Friday 9 October 2015

Breast cancer awareness month: The light at the end of the tunnel

Author: Deb

In October 2013, I discovered a lump in my right breast. I was only 42 years old at the time. It was at the same time as the cancer storyline involving Carol from Eastenders. Unlike Carol, who seemed troubled and nervous when she attended her doctor for an examination, I never really gave it too much thought. I didn’t tell anyone about it except my husband. I was referred to the breast clinic at my local hospital and went along myself for the mammogram, ultrasound scan and biopsy. After having these done, I spoke to a doctor who said the lump was probably nothing to worry about, it was one of those things that women my age got. I was to return to the hospital a week later for the results. My husband came along with me but was asking why I needed to go for results, could they not just post them out to me? Whilst in the waiting room, I was playing games on my phone and showing my husband some funnies on it. I really wasn’t concerned at all. My name was called and I went into the consulting room alone expecting to be told all was fine. However, when I sat down, the surgeon asked if anyone had accompanied me to the hospital that day. She sent the breast care nurse to fetch my husband. When he came into the room I said I really didn’t like the sound of this. The surgeon had examined me and asked me to sit up on the bed and face her. I thought she was carrying out a visual examination of some sort. That’s when she dropped the bombshell and told me I had breast cancer. I remember bursting into tears and looking at my husband desperate for a cuddle. My right foot was shaking uncontrollably and he looked as if he was going to pass out. I just broke down. The surgeon said the good news about this was that they could cut it out. The nurses offered my husband a glass of water and I told them to take him away and give him a seat before he keeled over.
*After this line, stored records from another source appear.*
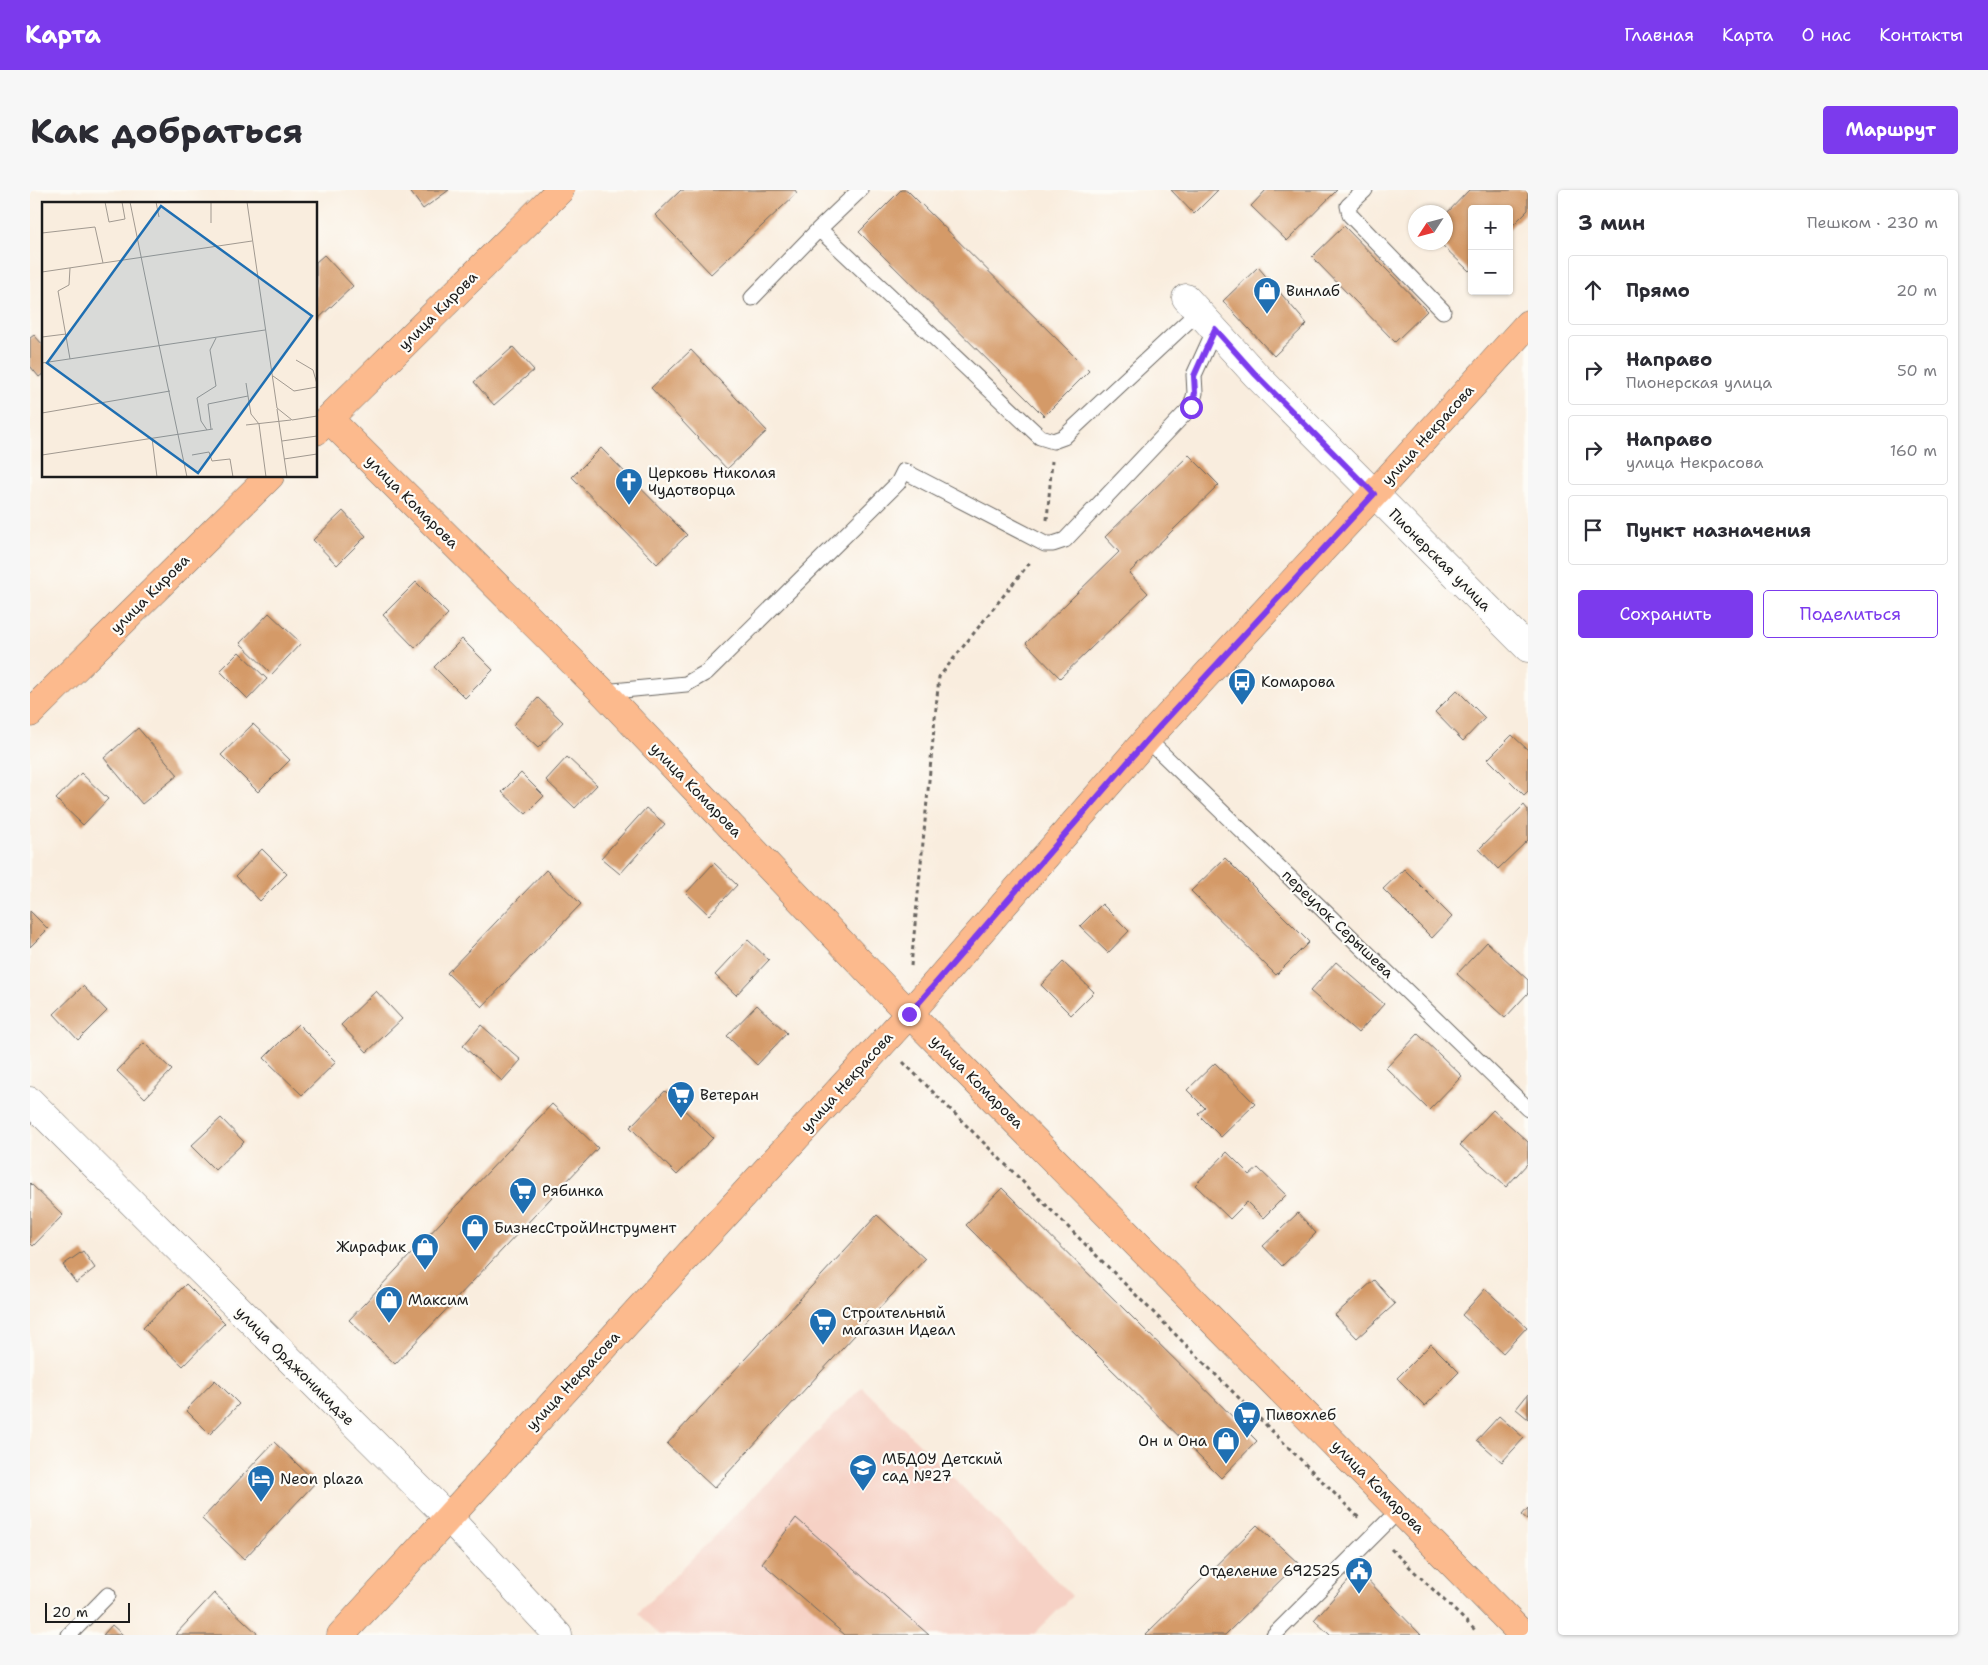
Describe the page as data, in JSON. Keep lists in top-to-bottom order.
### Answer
{
  "streets": {
    "main road": ["улица Кирова", "улица Некрасова", "улица Комарова"],
    "street": ["Пионерская улица", "улица Орджоникидзе"],
    "lane": ["переулок Серышева"]
  },
  "crossings": [
    ["улица Кирова", "улица Комарова"],
    ["улица Некрасова", "улица Комарова"],
    ["улица Некрасова", "Пионерская улица"],
    ["улица Некрасова", "переулок Серышева"],
    ["улица Некрасова", "улица Орджоникидзе"]
  ],
  "places": {
    "shop": [
      "Винлаб",
      "БизнесСтройИнструмент",
      "Жирафик",
      "Максим",
      "Он и Она"
    ],
    "church": ["Церковь Николая Чудотворца"],
    "bus stop": ["Комарова"],
    "supermarket": [
      "Ветеран",
      "Рябинка",
      "Строительный магазин Идеал",
      "Пивохлеб"
    ],
    "school or university": ["МБДОУ Детский сад №27"],
    "hotel": ["Neon plaza"],
    "public building": ["Отделение 692525"]
  },
  "scale_bar": "20 m",
  "north": "bottom left",
  "page": {
    "header": "Карта",
    "nav": [
      "Главная",
      "Карта",
      "О нас",
      "Контакты"
    ],
    "buttons": [
      "Маршрут",
      ["Сохранить", "Поделиться"]
    ],
    "title": "Как добраться",
    "heading": ["3 мин", "Пешком · 230 m"],
    "map_buttons": ["+", "−"],
    "list": [
      ["Прямо", "20 m"],
      ["Направо", "Пионерская улица", "50 m"],
      ["Направо", "улица Некрасова", "160 m"],
      "Пункт назначения"
    ],
    "scale": "20 m"
  }
}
When I eventually gathered myself together, the surgeon asked me if I wanted to wait until after Christmas and New Year for the surgery so I could have my celebrations without pain and discomfort. I just thought well there’s no time like the present. Surgery was scheduled for the 18th December and I was to have a lumpectomy. I only told my mum and not my sister as I didn’t want to ruin her Christmas or have her associate Christmas with cancer. My dad was in a nursing home with MS and I kept it from him as I didn’t want to affect his health and I don’t know if he could really have taken it in at that stage in his illness. I remember going to my mum’s house to tell her with my husband and I was strangely calm. People told me later that they didn’t think it had sunk in properly. I had the lumpectomy on 18 December but had to have x-rays and some other procedure where they inject dye into the breast to identify the sentinel lymph nodes which would also be removed. After surgery, I felt stoned and happy and phoned my mum from hospital to tell her I was out of surgery and feeling fine, looking forward to getting home. We talked about it and said at least that was it all done and dusted now. I remember listening to the radio in the run up to Christmas when I went to the hospital to have the dressing changed. The words “it’s Christmas time, there’s no need to be afraid” stuck in my head. I took this as a good sign. I had asked the surgeon for the results and she said they weren’t back yet. Looking back I think she didn’t want to ruin my Christmas as she probably knew already.
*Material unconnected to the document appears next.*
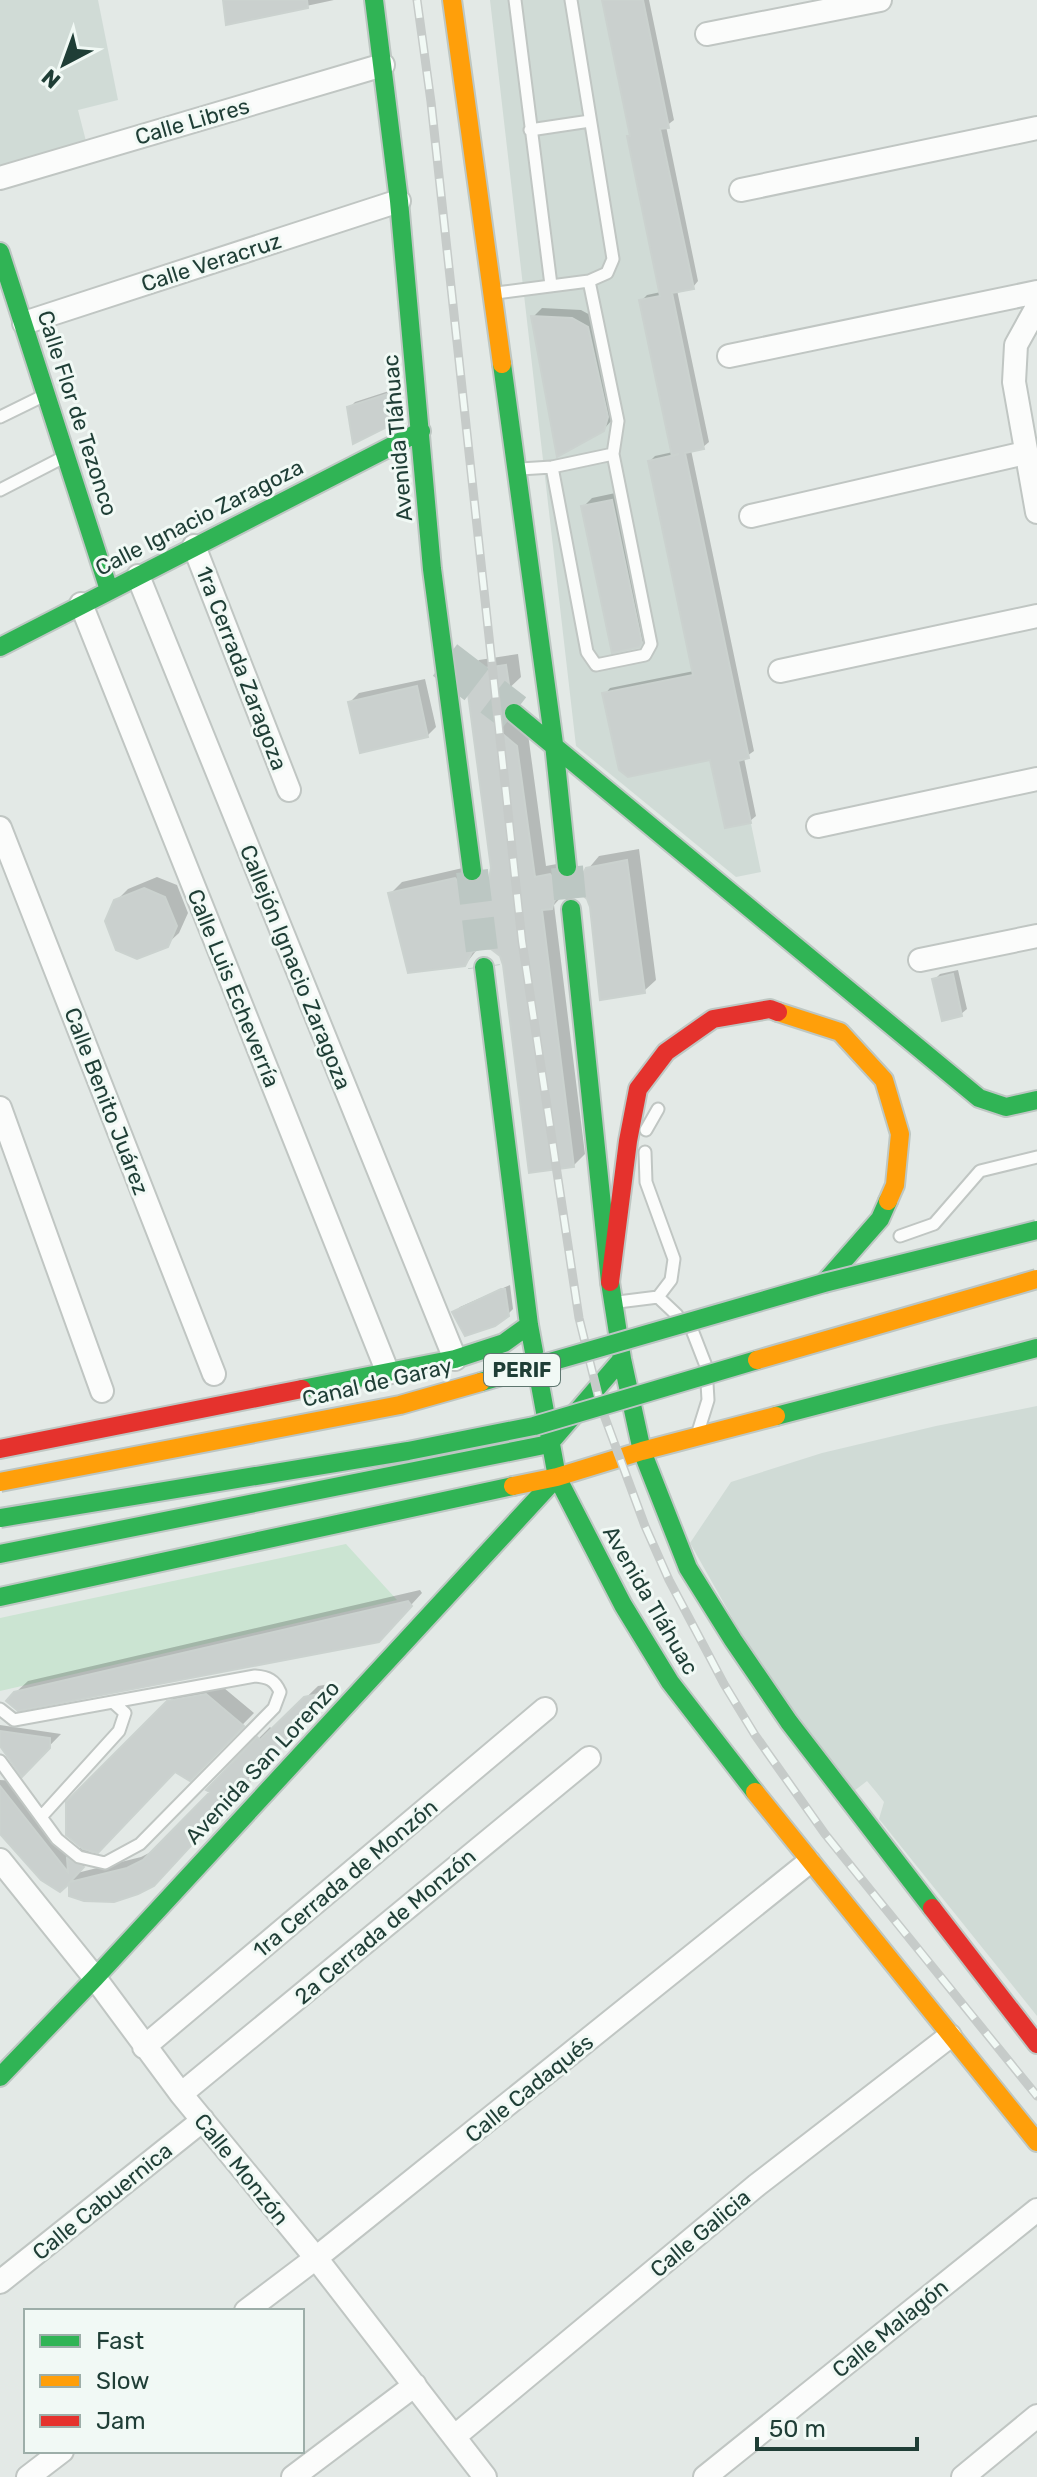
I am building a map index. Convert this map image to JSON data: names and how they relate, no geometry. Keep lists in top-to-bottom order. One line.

In early January 2014, I returned to the hospital and was told that the breast would have to be removed along with the rest of the lymph nodes. I had expected this and had told the surgeon I was happy for it to be removed when they were going to do the lumpectomy. More surgery was scheduled for 29 January 2014. During this surgery, I had an expander fitted with a port. The pictures had shown the port as something unobtrusive which would sit at my side under my arm. However, the reality was that the port was a metal thing which would sit below where my breast had been and would dig into my ribs causing me severe discomfort for many months. This expander would be filled with water each time I attended the plastic surgeon so the skin could be stretched to accommodate an implant later. This was done by the plastic surgeon inserting a needle into the port through my skin. This was really sore and I dreaded these appointments so much. It was only months later that I discovered something called Emla cream. This numbs the area and would have made it so much more bearable. I’m really angry that I wasn’t saved this pain and discomfort and I recommend it to any woman going through similar treatment.
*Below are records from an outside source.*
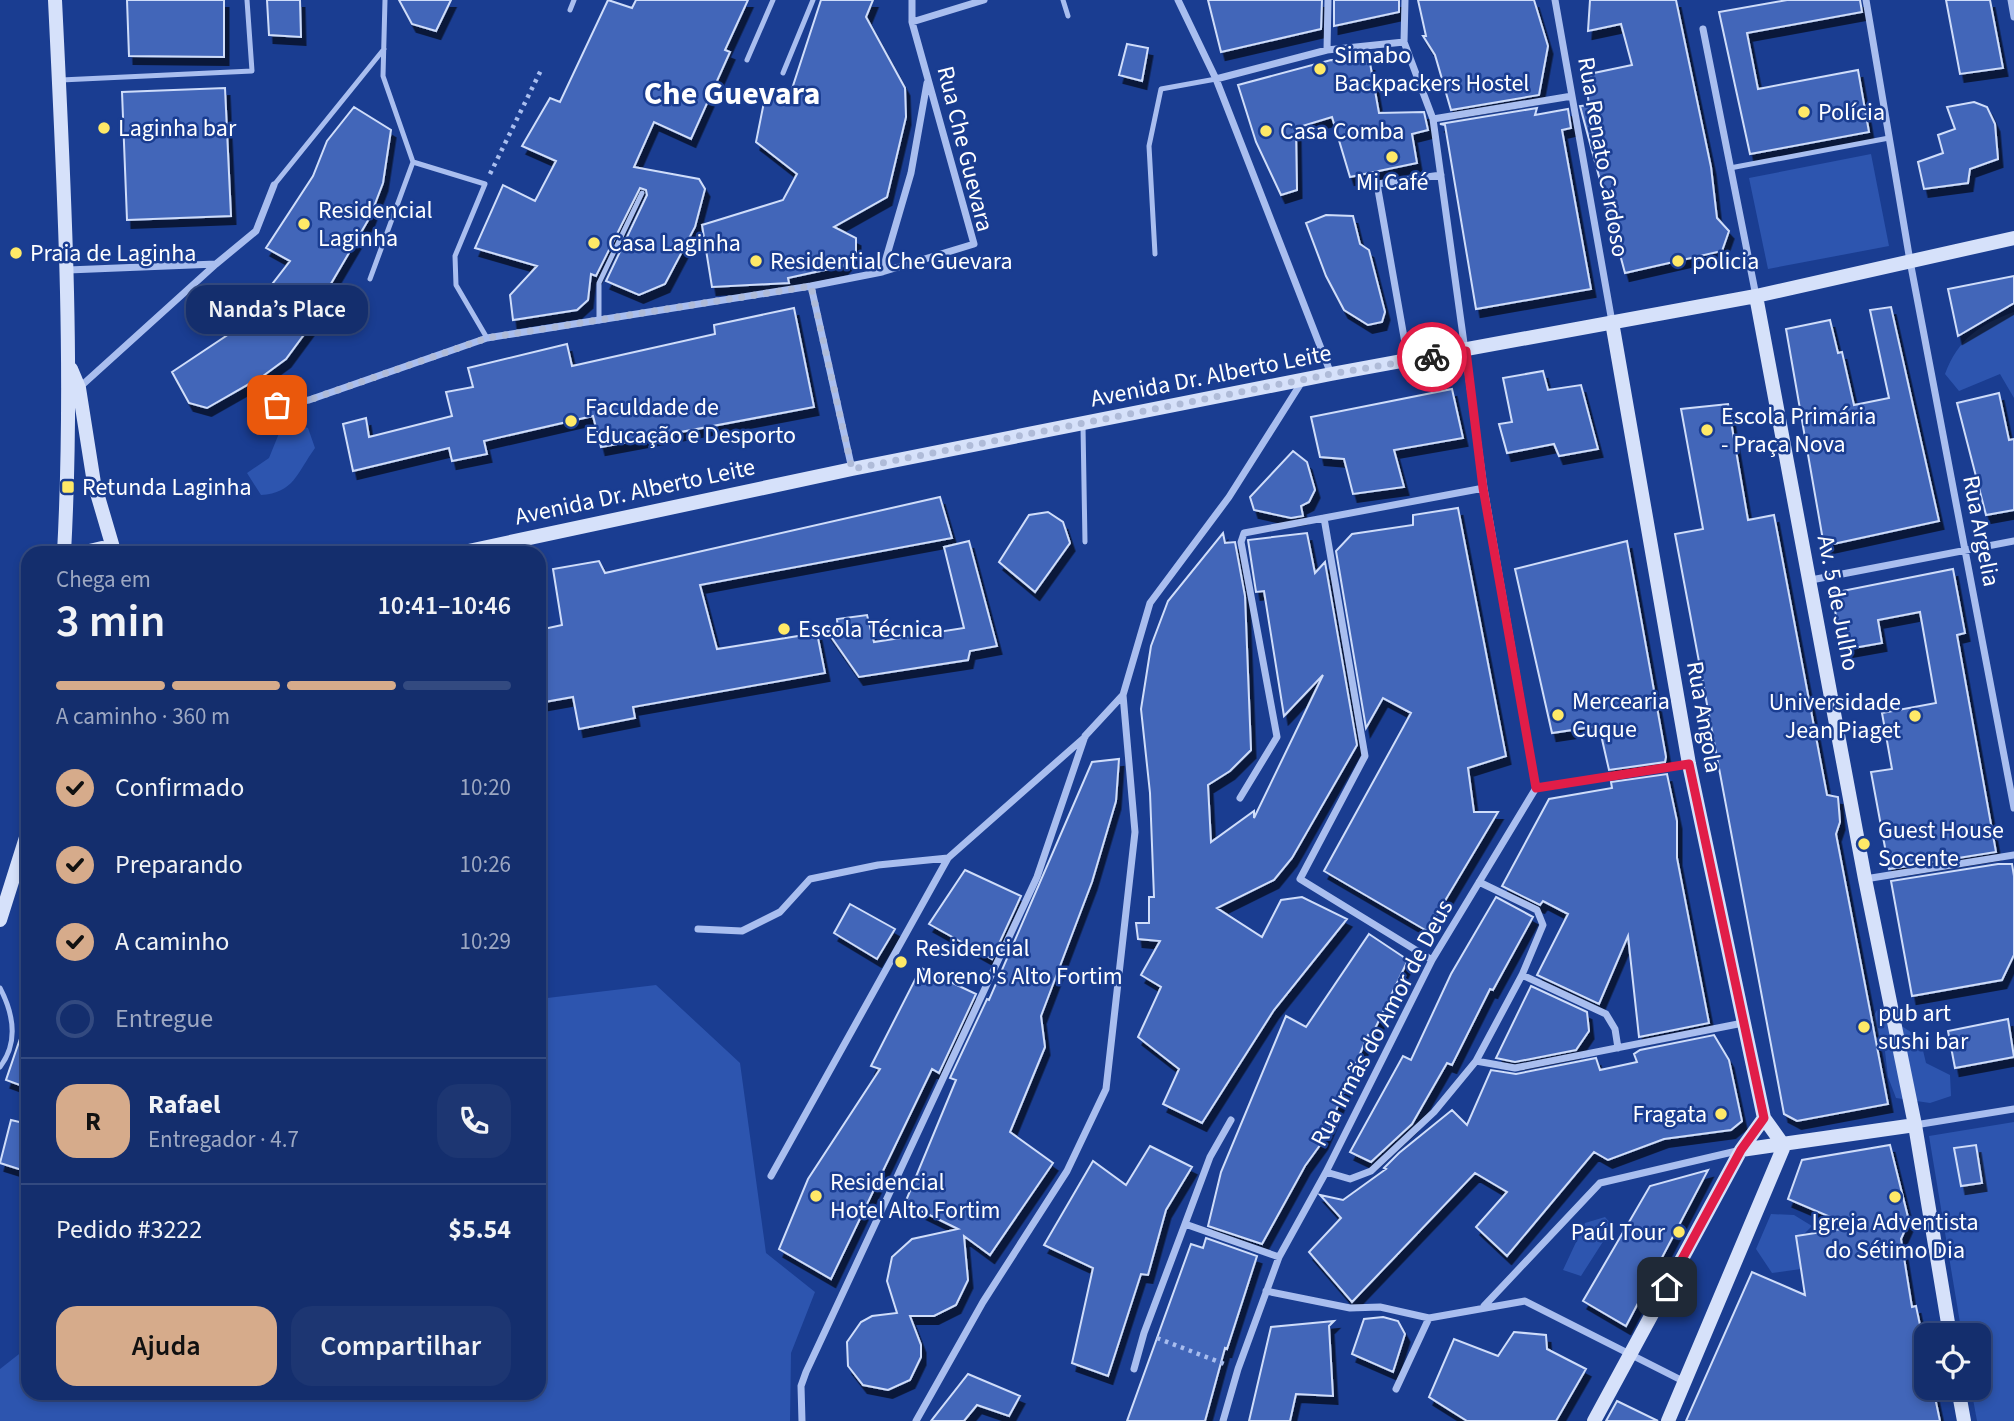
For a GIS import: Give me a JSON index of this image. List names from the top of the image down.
{
  "streets": {
    "street": [
      "Rua Che Guevara",
      "Rua Renato Cardoso",
      "Avenida Dr. Alberto Leite",
      "Rua Argelia",
      "Av. 5 de Julho",
      "Rua Angola",
      "Rua Irmãs do Amor de Deus"
    ]
  },
  "crossings": [
    ["Rua Renato Cardoso", "Avenida Dr. Alberto Leite"],
    ["Rua Renato Cardoso", "Rua Angola"],
    ["Avenida Dr. Alberto Leite", "Rua Argelia"],
    ["Avenida Dr. Alberto Leite", "Av. 5 de Julho"],
    ["Avenida Dr. Alberto Leite", "Rua Angola"]
  ],
  "districts": ["Che Guevara"],
  "places": {
    "other": [
      "Simabo Backpackers Hostel",
      "Polícia",
      "Laginha bar",
      "Casa Comba",
      "Mi Café",
      "Residencial Laginha",
      "Casa Laginha",
      "Praia de Laginha",
      "Residential Che Guevara",
      "policia",
      "Nanda’s Place",
      "Faculdade de Educação e Desporto",
      "Escola Primária - Praça Nova",
      "Escola Técnica",
      "Mercearia Cuque",
      "Universidade Jean Piaget",
      "Guest House Socente",
      "Residencial Moreno's Alto Fortim",
      "pub art sushi bar",
      "Fragata",
      "Residencial Hotel Alto Fortim",
      "Igreja Adventista do Sétimo Dia",
      "Paúl Tour"
    ],
    "transit": ["Retunda Laginha"]
  },
  "page": {
    "bubble": "Nanda’s Place",
    "heading": ["3 min", "Chega em", "10:41–10:46"],
    "panel": [
      "Rafael",
      "Entregador · 4.7",
      "Pedido #3222",
      "$5.54"
    ],
    "bar": "A caminho · 360 m",
    "list": [
      ["Confirmado", "10:20"],
      ["Preparando", "10:26"],
      ["A caminho", "10:29"],
      "Entregue"
    ],
    "round": "R",
    "buttons": ["Ajuda", "Compartilhar"]
  }
}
After the surgery, I was told that lots of lymph nodes had been removed and there was no further trace in any of them. Apparently, there had been a slight trace in two of the nodes that were removed during the lumpectomy. The next discussions were around chemotherapy and radiotherapy and all those effects.

My sister had been told by this point and said she saw the chemo as something zapping away any crap stuff that may be left. Fortunately I had met a girl on the ward during the second op and she had been diagnosed also and we decided we were going to be chemo buddies. We scheduled our chemo for the same days and roughly the same time so we could catch up with each other. As treatment progresses, it takes a lot out of you and your emotions can really tumble. About halfway through treatment, we lost contact a bit as we were both finding it difficult to cope. We’re now back in regular contact and good friends who meet up for lunch and a blether. It was important to me to surround myself with more positive people at this time which meant spending time with my mum, sister and my oldest friends. It’s amazing how my friends were with me. They would come across and visit and bring lunch for us all and make me tea as well. 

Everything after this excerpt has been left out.